1985 - Interview des Aubert


En 1985, le journaliste Roger Colombani rencontra M. et Mme Aubert pour l'émission de Philippe Alfonsi, "histoire d'un jour". Ce fut le seul entretien accordé par ces témoins à un journaliste depuis le procès de 1976.
Leurs propos restaient identiques. Ainsi Mme Aubert déclara: "un monsieur est descendu de voiture et a arraché un enfant de la porte arrière, puis est parti dans la colline... J'ai simplement entendu une voix d'enfant qui lui disait: "Qu'est-ce que tu fais?". L'enfant le tutoyait, ce qui ne m'a pas choqué puisque je pensais que c'était son enfant..."

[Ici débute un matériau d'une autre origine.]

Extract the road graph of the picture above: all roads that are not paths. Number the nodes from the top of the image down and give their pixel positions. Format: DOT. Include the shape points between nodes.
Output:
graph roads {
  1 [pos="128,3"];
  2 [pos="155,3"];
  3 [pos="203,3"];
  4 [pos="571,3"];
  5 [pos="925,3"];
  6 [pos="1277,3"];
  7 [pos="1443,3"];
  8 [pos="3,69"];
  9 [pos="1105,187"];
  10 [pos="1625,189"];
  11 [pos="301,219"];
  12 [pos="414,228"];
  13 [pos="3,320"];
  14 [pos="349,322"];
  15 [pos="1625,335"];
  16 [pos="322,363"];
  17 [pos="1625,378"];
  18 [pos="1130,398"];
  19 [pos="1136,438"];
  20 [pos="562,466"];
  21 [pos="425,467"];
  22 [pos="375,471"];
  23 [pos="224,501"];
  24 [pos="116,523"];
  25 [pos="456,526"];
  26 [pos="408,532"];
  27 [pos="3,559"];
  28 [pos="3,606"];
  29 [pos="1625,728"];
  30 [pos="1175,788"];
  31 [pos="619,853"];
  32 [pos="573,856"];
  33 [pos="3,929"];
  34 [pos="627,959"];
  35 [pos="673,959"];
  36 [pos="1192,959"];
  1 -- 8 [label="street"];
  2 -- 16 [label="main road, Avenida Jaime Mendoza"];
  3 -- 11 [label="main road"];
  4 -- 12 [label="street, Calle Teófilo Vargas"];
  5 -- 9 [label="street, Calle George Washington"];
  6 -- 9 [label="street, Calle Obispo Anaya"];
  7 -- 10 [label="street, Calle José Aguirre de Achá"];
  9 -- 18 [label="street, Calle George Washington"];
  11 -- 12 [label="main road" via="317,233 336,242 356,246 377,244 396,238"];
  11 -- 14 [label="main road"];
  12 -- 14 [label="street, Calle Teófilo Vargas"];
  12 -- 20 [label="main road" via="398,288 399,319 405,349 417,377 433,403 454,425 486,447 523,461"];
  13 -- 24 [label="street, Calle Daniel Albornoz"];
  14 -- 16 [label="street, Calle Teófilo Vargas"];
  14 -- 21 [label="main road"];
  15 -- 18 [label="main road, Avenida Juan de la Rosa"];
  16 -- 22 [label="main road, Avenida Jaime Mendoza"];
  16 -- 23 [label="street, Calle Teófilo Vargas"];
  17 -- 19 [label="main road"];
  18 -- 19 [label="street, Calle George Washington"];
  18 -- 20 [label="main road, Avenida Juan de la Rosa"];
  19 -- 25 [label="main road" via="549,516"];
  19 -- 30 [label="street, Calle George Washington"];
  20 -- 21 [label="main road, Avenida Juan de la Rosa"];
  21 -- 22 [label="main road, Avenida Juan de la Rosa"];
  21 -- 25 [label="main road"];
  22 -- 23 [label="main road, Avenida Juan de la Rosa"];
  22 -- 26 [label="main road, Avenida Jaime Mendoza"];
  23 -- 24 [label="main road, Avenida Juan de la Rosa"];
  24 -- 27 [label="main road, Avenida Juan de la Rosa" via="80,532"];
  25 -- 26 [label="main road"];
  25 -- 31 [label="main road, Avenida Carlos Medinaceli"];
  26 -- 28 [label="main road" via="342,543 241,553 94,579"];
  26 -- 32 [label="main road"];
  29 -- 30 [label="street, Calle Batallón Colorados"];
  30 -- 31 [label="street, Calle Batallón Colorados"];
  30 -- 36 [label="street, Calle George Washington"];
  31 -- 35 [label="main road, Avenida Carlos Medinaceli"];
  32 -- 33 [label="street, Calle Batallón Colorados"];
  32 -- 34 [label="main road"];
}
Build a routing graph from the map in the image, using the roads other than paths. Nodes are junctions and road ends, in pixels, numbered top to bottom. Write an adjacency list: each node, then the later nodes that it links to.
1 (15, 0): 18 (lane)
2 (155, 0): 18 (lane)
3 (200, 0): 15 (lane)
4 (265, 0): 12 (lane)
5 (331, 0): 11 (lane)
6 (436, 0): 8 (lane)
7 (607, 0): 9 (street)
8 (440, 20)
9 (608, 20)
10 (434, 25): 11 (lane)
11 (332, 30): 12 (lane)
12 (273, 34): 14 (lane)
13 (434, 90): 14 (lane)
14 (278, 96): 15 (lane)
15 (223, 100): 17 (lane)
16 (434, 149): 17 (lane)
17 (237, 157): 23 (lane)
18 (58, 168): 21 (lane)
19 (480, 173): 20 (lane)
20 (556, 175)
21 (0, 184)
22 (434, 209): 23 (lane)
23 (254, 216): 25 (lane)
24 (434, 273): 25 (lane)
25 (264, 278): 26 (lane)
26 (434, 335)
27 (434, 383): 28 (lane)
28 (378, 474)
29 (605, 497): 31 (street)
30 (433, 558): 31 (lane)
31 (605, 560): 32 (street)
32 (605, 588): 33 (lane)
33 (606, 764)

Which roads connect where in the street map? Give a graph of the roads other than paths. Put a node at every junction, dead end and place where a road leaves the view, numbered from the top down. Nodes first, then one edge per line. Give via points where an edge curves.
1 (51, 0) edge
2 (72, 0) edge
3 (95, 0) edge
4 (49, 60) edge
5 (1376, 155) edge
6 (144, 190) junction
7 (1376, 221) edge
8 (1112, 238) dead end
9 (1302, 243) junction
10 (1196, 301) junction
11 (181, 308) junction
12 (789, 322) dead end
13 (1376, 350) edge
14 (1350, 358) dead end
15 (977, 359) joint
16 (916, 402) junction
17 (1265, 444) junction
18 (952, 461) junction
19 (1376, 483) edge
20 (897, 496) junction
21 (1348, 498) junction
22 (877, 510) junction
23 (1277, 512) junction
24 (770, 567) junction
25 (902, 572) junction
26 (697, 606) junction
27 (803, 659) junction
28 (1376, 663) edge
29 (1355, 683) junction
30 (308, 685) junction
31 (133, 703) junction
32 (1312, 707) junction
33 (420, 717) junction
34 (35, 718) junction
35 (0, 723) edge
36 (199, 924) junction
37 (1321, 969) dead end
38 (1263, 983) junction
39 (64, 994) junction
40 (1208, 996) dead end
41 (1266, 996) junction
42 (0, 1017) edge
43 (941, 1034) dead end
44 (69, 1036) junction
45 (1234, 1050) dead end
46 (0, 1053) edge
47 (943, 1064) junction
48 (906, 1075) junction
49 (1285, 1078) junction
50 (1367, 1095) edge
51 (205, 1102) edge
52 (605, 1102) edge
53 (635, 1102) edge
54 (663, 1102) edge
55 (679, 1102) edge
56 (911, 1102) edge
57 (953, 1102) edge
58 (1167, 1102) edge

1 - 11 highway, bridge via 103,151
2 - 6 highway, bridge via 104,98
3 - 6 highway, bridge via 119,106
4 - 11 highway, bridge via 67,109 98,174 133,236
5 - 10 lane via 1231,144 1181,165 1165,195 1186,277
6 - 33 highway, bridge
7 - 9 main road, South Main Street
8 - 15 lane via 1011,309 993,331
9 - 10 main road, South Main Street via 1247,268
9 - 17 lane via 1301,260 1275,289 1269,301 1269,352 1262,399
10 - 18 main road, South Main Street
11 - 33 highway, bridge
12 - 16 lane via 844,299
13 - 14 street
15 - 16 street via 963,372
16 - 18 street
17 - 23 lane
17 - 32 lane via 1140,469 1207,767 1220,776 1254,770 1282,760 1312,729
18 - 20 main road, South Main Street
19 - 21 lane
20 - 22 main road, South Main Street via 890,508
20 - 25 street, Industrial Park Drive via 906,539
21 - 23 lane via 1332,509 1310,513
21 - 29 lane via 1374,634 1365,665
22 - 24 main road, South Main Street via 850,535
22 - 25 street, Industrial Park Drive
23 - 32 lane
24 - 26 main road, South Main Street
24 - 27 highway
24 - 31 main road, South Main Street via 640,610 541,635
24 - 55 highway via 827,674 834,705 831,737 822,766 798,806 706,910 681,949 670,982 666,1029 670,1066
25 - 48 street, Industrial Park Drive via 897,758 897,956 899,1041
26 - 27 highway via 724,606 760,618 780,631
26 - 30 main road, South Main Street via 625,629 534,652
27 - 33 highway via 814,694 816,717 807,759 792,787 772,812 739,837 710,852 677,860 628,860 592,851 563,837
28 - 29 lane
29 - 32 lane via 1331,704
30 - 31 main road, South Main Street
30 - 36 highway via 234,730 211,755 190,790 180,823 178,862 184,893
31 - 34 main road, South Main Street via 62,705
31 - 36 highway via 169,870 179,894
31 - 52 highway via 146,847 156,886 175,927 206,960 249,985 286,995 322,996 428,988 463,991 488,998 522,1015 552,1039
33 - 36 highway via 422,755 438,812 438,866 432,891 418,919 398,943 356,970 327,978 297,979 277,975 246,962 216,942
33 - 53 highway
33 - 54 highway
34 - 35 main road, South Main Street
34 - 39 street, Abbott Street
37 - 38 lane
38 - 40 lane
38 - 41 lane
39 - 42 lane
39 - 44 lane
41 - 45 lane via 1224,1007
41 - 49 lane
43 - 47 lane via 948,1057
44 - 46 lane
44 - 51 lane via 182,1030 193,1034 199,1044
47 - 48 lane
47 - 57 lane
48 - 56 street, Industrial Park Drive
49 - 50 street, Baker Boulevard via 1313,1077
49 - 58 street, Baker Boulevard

M. Aubert réaffirma également ses précédentes déclarations: "...Il s'est arrêté. Il est descendu de sa voiture, a fait le tour du véhicule, a pris la main du gosse qui descendait du côté passager, et ils sont partis dans les fourrés, dans la colline... Le gosse est descendu normalement, sans contrainte apparente".

A propos du mystère de la portière conducteur, bloquée depuis l'accident, M. Aubert maintenait sa position: "j'affirme qu'il a fait le tour du véhicule. La portière a peut-être pu s'ouvrir à cet instant avant de se bloquer définitivement..."

Quant au fait qu'ils n'auraient pas reconnu Christian Ranucci lors de la première présentation à témoin, M. Aubert était, sur ce point, catégorique: "Je n'ai vu Christian Ranucci qu'une seule fois au milieu des inspecteurs. Je l'ai reconnu tout de suite. Nous lui avons parlé; nous lui avons posé des questions. Et c'est quand mon épouse l'a harcelé de questions, en lui demandant d'avouer et de dire la vérité, qu'il s'est écroulé en pleurs et qu'il a avoué en demandant pardon à toute l'assistance..."




En résumé, les Aubert ont-ils dit la vérité, ce 6 juin 1974, ou ont-ils menti? Il est impossible aujourd'hui de répondre clairement à cette question. Nous ne pouvons qu'émettre des hypothèses ou à tout le moins des éléments de réflexion.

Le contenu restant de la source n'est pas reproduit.